Я обернулась к маме и заметила, что она смотрит на мужа задумчиво и нежно. И удовлетворенно. Я знала, что ее радует: Тони, увлеченный своей идеей, не станет какое-то время домогаться ее.

Я никак не могла заснуть в ту ночь, все думала о предстоящем испытании. Вечером с мамой мне так и не удалось поговорить, потому что, вернувшись после игры в бридж, она недвусмысленно дала понять, что утомлена и хочет спать. Тони этим известием был огорчен не меньше, чем я.

Утром после завтрака он повел меня через лабиринт в хижину. Тони показался таким оживленным и довольным, что я совсем сникла. Он заметил мое смущение и успокоил:

— Не волнуйся. Освоишься в новой роли и замечать ее перестанешь. Тебе даже понравится. Я знаю, я со многими натурщицами работал.

— Правда?

— Конечно. Я брал уроки живописи, графики и ваяния сначала в колледже, потом частным образом здесь, в Фарти. — Он наклонился ко мне, как будто сообщал секретные сведения. — Я с одиннадцати лет пишу обнаженную натуру. — Я ужаснулась. — Да-да. Так что перед тобой художник с большим опытом.

Тони вел меня через лабиринт уверенно и смело, не задумываясь, какой выбрать коридор и где свернуть.

— Постороннему человеку все эти кусты кажутся одинаковыми, — говорил он по дороге, — но не мне. Я рос вместе с ними и знаю каждую веточку. Аллеи так же отличаются друг от друга, как день и ночь. Пройдет время, ты сама будешь знать лабиринт, словно свои пять пальцев.

В хижине снаружи ничего не изменилось, только ставни оказались закрыты. Внутри было больше перемен. Разумеется, появился мольберт, ящик с красками, карандаши, эскизные листы. Все это, как и принадлежности для ваяния, лежало на большом металлическом складном столе. Стол заменил почти всю мебель, прежде находившуюся в большой комнате. По обе стороны мольберта стояли две высокие лампы, направленные на небольшую кушетку у стены.

— Садись, — указывая на нее, сказал Тони, — расслабься и думай о приятном. Мне нужно еще несколько минут на подготовку.

Он начал разбирать «инструмент», а я сидела и смотрела на его лицо — красивое, сосредоточенное, вдохновленное; такое лицо часто бывало у маленького Троя, когда он углублялся в творчество.

В то утро на мне была простая белая блузка с короткими рукавами и легкая голубая юбка.
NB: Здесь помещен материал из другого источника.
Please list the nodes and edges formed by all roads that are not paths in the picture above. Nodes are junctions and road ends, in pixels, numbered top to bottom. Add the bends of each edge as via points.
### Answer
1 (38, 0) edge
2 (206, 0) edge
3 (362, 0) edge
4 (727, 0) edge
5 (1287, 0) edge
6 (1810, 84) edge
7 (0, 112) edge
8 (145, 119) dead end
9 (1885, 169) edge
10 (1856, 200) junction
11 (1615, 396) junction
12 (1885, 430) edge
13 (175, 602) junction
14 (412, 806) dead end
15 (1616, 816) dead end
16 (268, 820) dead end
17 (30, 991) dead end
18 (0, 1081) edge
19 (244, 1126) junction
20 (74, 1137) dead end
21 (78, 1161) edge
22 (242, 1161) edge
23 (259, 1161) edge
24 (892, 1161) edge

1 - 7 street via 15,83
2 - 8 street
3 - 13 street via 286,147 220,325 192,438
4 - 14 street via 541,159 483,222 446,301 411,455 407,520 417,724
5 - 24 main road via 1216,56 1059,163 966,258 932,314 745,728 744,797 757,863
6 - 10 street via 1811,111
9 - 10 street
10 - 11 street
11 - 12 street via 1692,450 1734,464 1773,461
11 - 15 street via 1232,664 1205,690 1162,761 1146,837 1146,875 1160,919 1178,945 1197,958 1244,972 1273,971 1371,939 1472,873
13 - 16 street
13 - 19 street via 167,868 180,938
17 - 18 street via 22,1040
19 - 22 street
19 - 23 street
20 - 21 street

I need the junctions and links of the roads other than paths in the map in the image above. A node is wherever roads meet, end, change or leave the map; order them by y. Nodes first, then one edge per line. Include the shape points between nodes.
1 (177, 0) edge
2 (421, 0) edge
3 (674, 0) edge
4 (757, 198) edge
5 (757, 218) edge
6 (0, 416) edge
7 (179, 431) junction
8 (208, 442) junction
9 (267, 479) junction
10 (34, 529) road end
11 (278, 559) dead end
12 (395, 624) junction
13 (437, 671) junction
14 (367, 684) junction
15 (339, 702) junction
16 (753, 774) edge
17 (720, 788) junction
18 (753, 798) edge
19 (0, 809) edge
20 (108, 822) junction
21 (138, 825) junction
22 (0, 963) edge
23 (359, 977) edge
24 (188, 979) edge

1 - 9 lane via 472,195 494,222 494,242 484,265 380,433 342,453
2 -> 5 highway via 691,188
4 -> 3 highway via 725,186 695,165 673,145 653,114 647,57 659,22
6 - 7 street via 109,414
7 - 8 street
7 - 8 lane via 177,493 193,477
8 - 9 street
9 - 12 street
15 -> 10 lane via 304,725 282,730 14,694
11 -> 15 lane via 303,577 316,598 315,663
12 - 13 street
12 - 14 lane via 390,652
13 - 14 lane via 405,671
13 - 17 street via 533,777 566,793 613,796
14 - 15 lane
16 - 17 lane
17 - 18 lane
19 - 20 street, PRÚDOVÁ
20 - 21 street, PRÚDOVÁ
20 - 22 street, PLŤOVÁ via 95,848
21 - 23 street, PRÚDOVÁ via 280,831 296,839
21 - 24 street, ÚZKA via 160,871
Подстриженные волосы щекотали шею и плечи. Ни духов, ни помады я решила не использовать.

— О’кей. — Тони наконец повернулся ко мне. — Начнем с лица. Смотри на меня с легкой-легкой улыбкой. Я не хочу, чтобы наша первая кукла сияла, как клоун в цирке. Такие игрушки пусть в дешевых лавках продаются. А наша кукла отразит твою природную, глубинную красоту. У нее будет твое очарование и твой нежный взгляд.

Я не знала, что сказать. Неужели это правда? Неужели я очаровательна и у меня нежный взгляд? Наверное, так. Видимо, Тони, как истинный художник, давно заметил во мне эти качества, иначе не выбрал бы меня своей первой моделью. Не стал бы он напрасно так говорить, чтобы лишь подбодрить меня!

И тут я ощутила на себе его взгляд. Тони будто впитывал мои черты, пропускал через себя, чтобы перенести их на бумагу. Когда он начал наносить на лист первые штрихи, я ощутила свою причастность к большому искусству, к вечным ценностям… Даже сердце забилось сильнее. Отчим поднимал голову, бросал на меня взгляд, склонялся к мольберту, снова поднимал глаза, снова коротко смотрел на меня… Я старалась сидеть неподвижно, но давалось это, мягко говоря, с трудом.